Transcribe the records that follow exactly. Skip the pictures.

### MATERIAL FOR THIS EXERCISE:
────

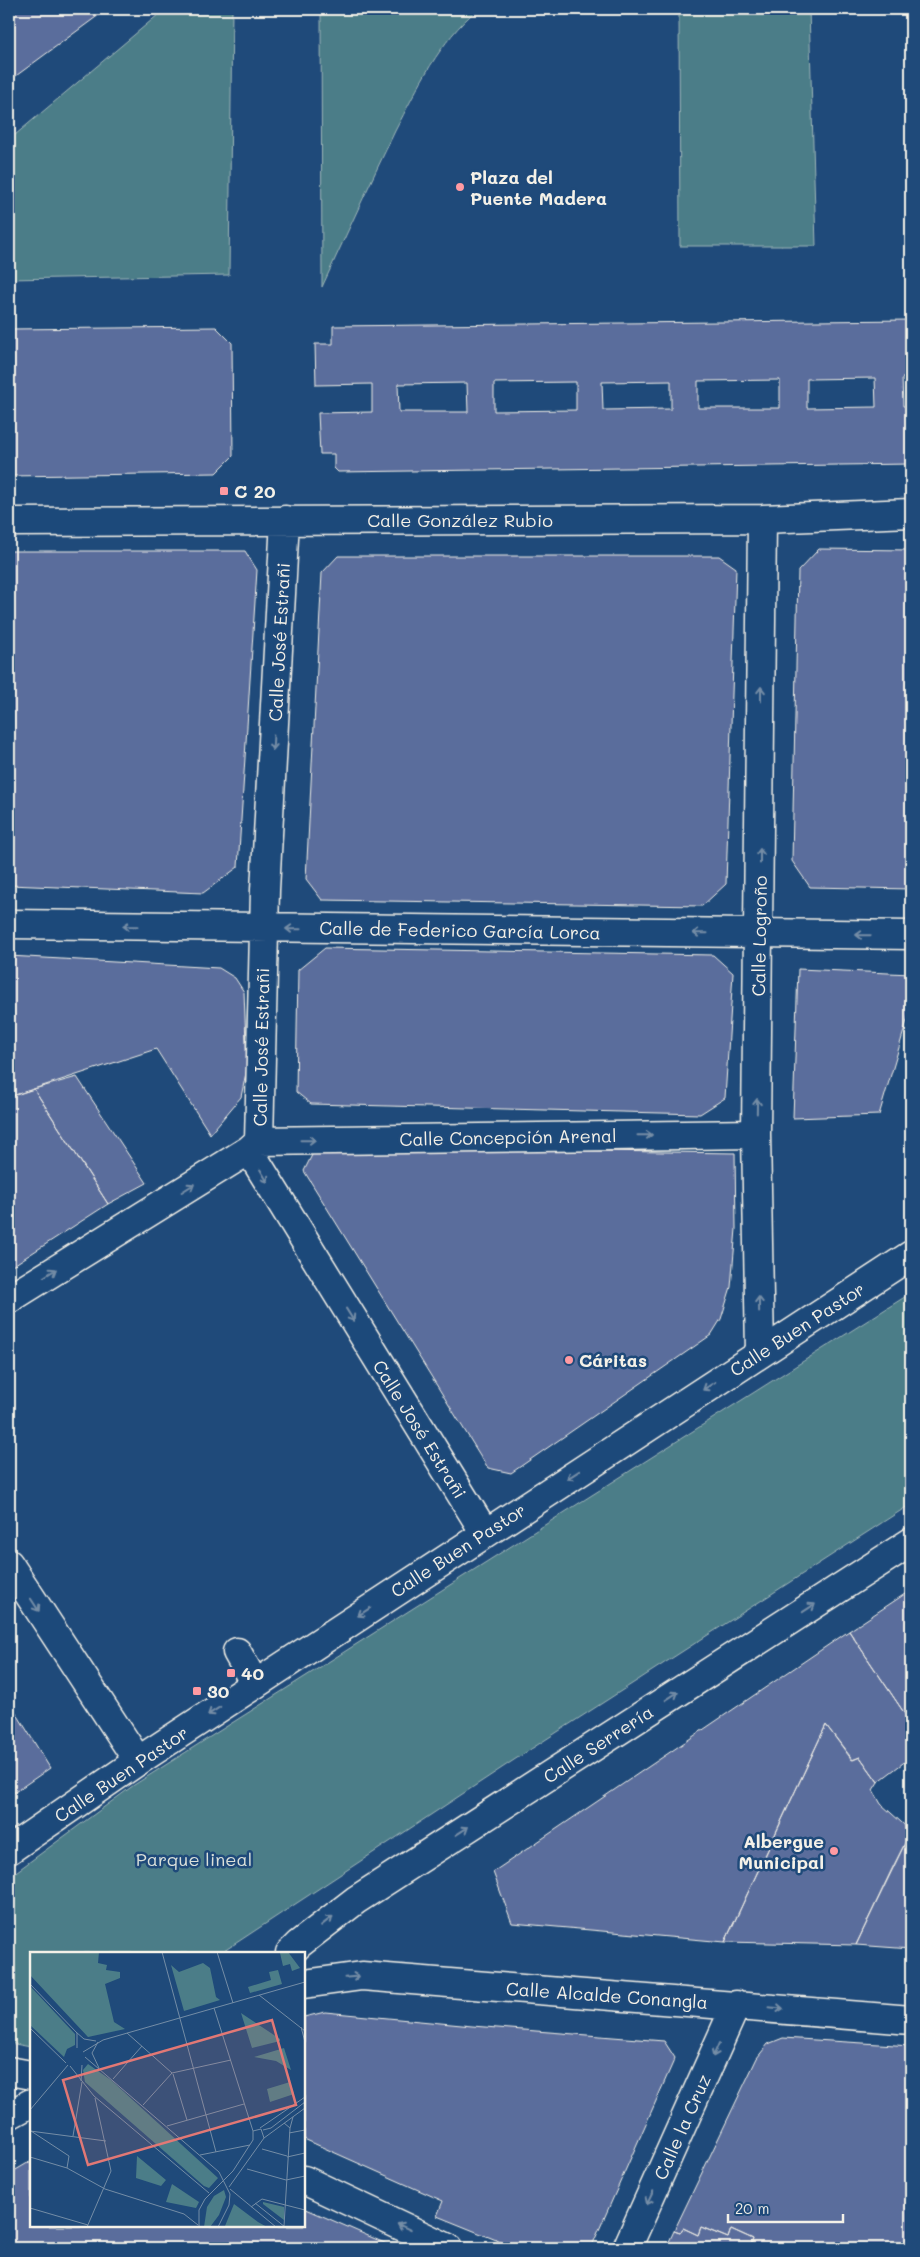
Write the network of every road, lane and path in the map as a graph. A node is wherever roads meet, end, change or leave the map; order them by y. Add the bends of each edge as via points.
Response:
1 (911, 513) edge
2 (762, 519) junction
3 (285, 520) junction
4 (9, 522) edge
5 (9, 924) edge
6 (264, 928) junction
7 (759, 933) junction
8 (911, 935) edge
9 (756, 1134) junction
10 (254, 1146) junction
11 (911, 1255) edge
12 (9, 1299) edge
13 (760, 1352) junction
14 (485, 1533) junction
15 (911, 1542) edge
16 (9, 1564) edge
17 (237, 1652) dead end
18 (255, 1684) junction
19 (138, 1761) junction
20 (9, 1850) edge
21 (291, 1952) edge
22 (305, 1984) edge
23 (736, 2005) junction
24 (911, 2020) edge
25 (9, 2071) edge
26 (30, 2075) edge
27 (30, 2104) edge
28 (9, 2115) edge
29 (305, 2180) edge
30 (448, 2248) edge
31 (627, 2248) edge

1 - 2 street, Calle González Rubio
2 - 3 street, Calle González Rubio
7 -> 2 street, Calle Logroño
3 - 4 street, Calle González Rubio
3 -> 6 street, Calle José Estrañi
6 -> 5 street, Calle de Federico García Lorca
7 -> 6 street, Calle de Federico García Lorca
6 - 10 street, Calle José Estrañi
8 -> 7 street, Calle de Federico García Lorca
9 -> 7 street, Calle Logroño
10 -> 9 street, Calle Concepción Arenal
13 -> 9 street, Calle Logroño
12 -> 10 street
10 -> 14 street, Calle José Estrañi
11 - 13 street, Calle Buen Pastor
13 -> 14 street, Calle Buen Pastor
14 -> 18 street, Calle Buen Pastor
21 -> 15 street, Calle Serrería via 356,1900
16 -> 19 street
17 - 18 street
18 -> 19 street, Calle Buen Pastor
19 - 20 street, Calle Buen Pastor
22 -> 23 street, Calle Alcalde Conangla via 362,1976
23 -> 24 street, Calle Alcalde Conangla
23 -> 31 street, Calle la Cruz
25 - 26 street
27 - 28 street
30 -> 29 street

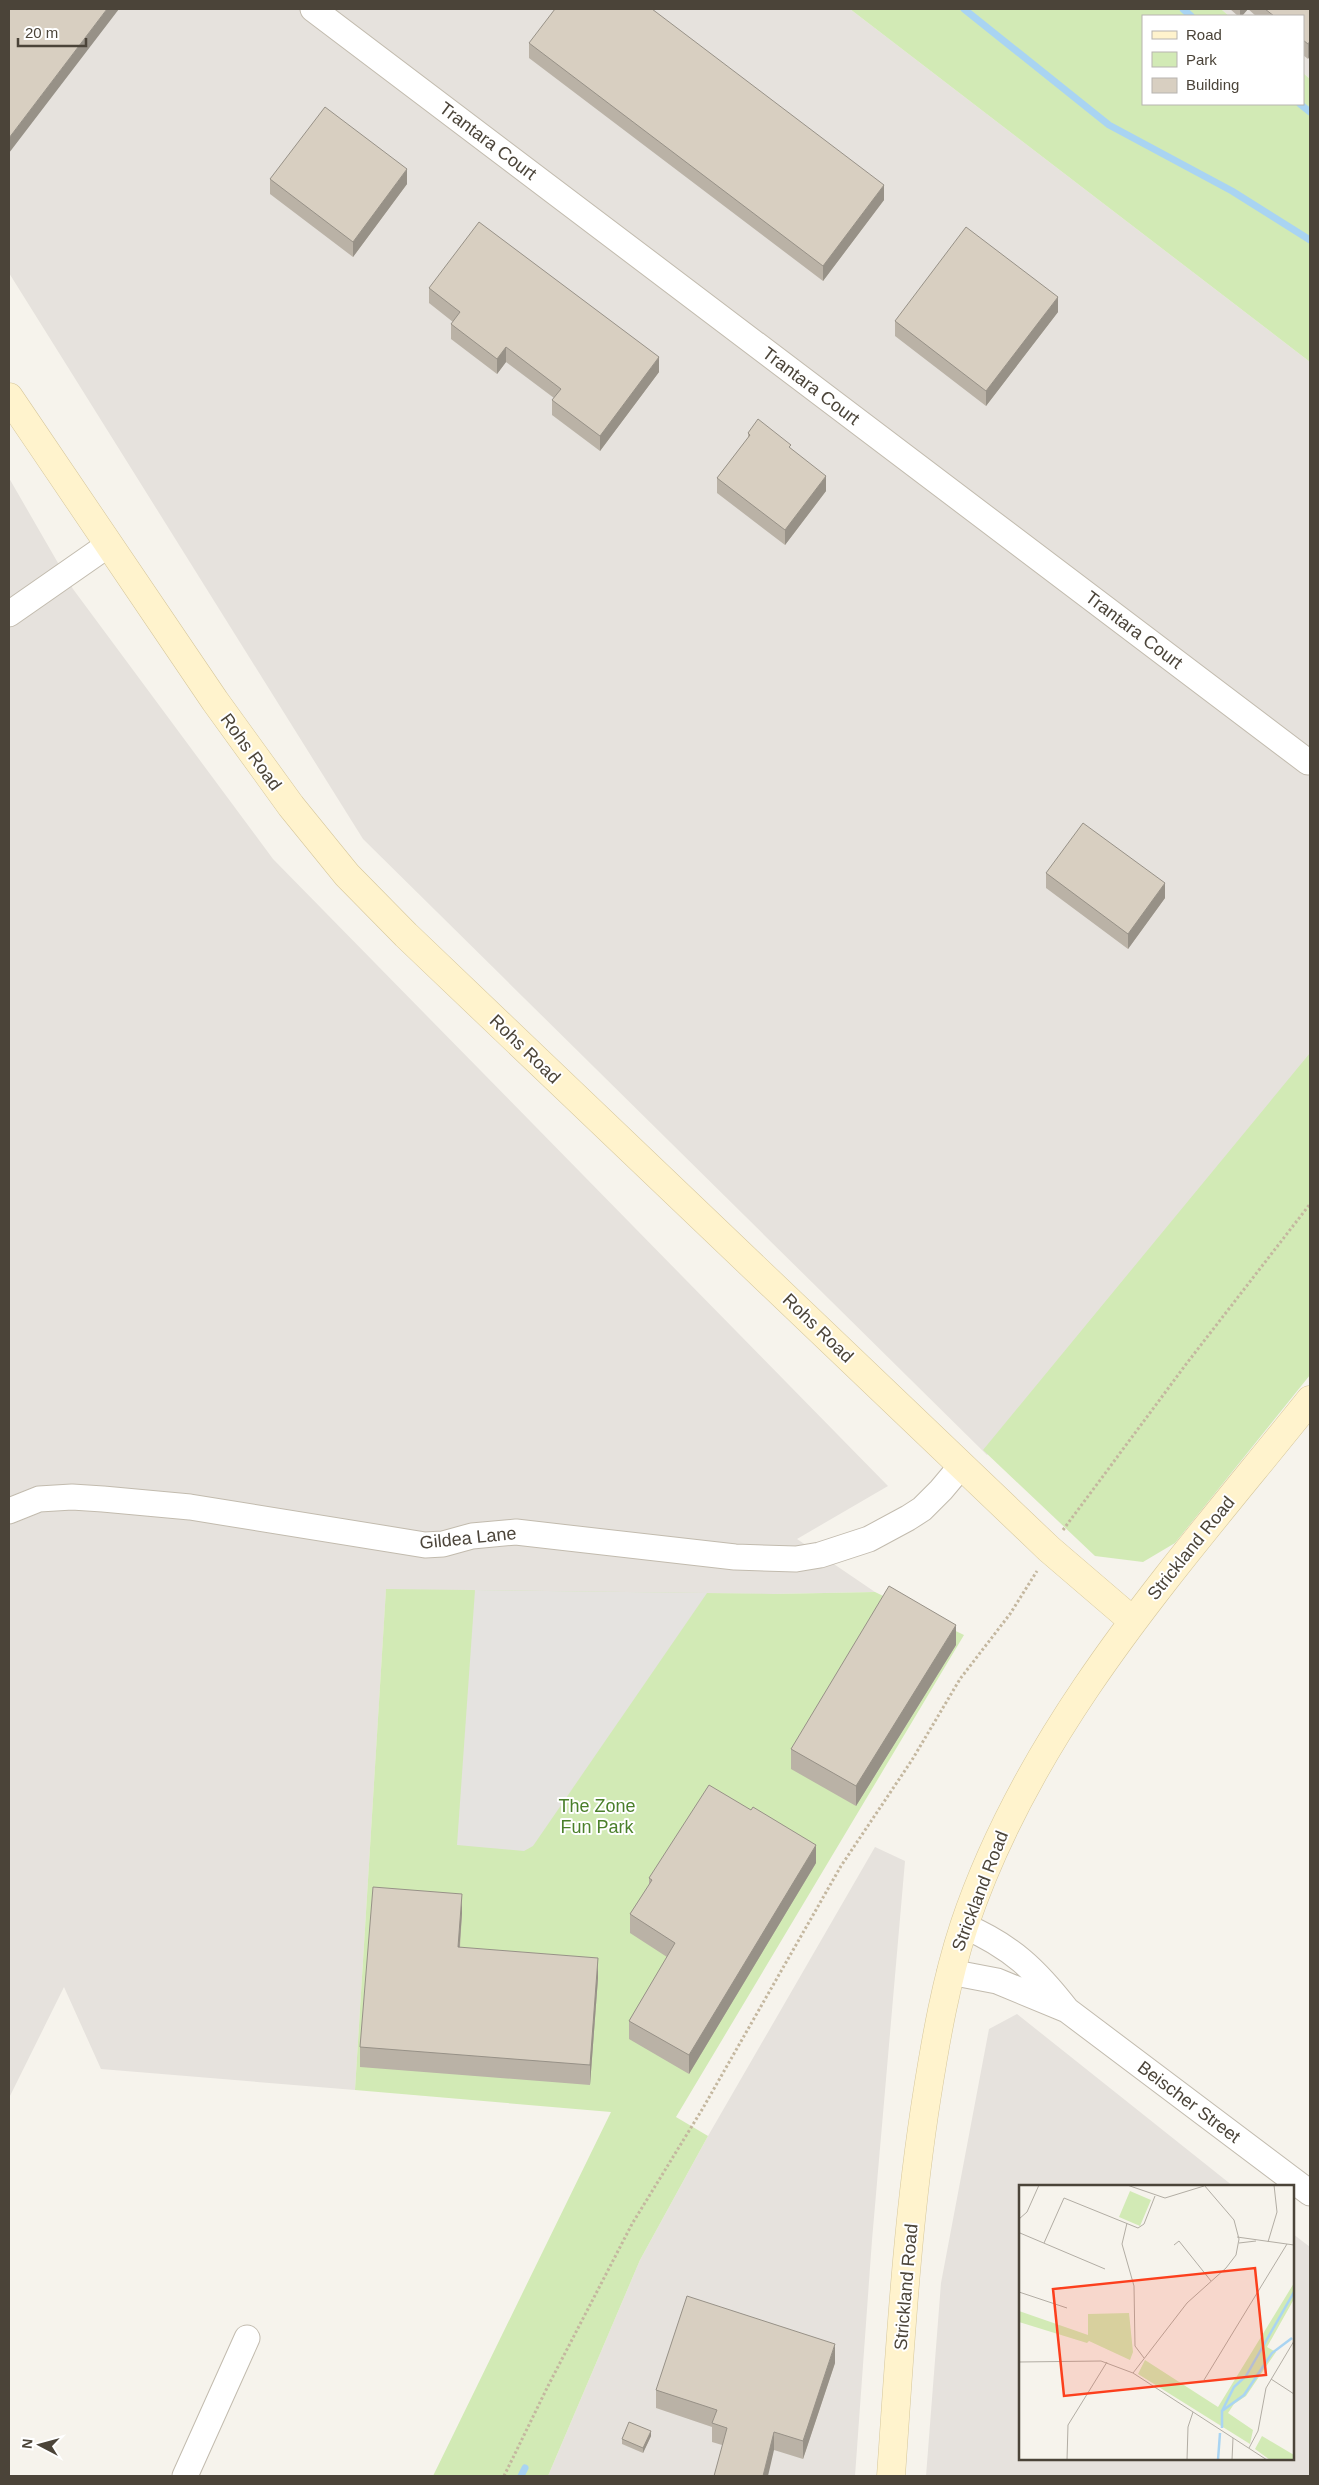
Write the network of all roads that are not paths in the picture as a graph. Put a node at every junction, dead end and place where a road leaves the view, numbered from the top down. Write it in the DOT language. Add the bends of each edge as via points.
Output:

────

### TASK RESULT:
Write the network of every road, lane and path in the map as a graph. A node is wherever roads meet, end, change or leave the map; order them by y. Add the bends of each edge as via points.
Response:
1 (911, 513) edge
2 (762, 519) junction
3 (285, 520) junction
4 (9, 522) edge
5 (9, 924) edge
6 (264, 928) junction
7 (759, 933) junction
8 (911, 935) edge
9 (756, 1134) junction
10 (254, 1146) junction
11 (911, 1255) edge
12 (9, 1299) edge
13 (760, 1352) junction
14 (485, 1533) junction
15 (911, 1542) edge
16 (9, 1564) edge
17 (237, 1652) dead end
18 (255, 1684) junction
19 (138, 1761) junction
20 (9, 1850) edge
21 (291, 1952) edge
22 (305, 1984) edge
23 (736, 2005) junction
24 (911, 2020) edge
25 (9, 2071) edge
26 (30, 2075) edge
27 (30, 2104) edge
28 (9, 2115) edge
29 (305, 2180) edge
30 (448, 2248) edge
31 (627, 2248) edge

1 - 2 street, Calle González Rubio
2 - 3 street, Calle González Rubio
7 -> 2 street, Calle Logroño
3 - 4 street, Calle González Rubio
3 -> 6 street, Calle José Estrañi
6 -> 5 street, Calle de Federico García Lorca
7 -> 6 street, Calle de Federico García Lorca
6 - 10 street, Calle José Estrañi
8 -> 7 street, Calle de Federico García Lorca
9 -> 7 street, Calle Logroño
10 -> 9 street, Calle Concepción Arenal
13 -> 9 street, Calle Logroño
12 -> 10 street
10 -> 14 street, Calle José Estrañi
11 - 13 street, Calle Buen Pastor
13 -> 14 street, Calle Buen Pastor
14 -> 18 street, Calle Buen Pastor
21 -> 15 street, Calle Serrería via 356,1900
16 -> 19 street
17 - 18 street
18 -> 19 street, Calle Buen Pastor
19 - 20 street, Calle Buen Pastor
22 -> 23 street, Calle Alcalde Conangla via 362,1976
23 -> 24 street, Calle Alcalde Conangla
23 -> 31 street, Calle la Cruz
25 - 26 street
27 - 28 street
30 -> 29 street

Write the network of all roads that are not paths in the picture as a graph. Put a node at every junction, dead end and place where a road leaves the view, numbered from the top down. Write it in the DOT language. Add the bends of each edge as via points.
Output:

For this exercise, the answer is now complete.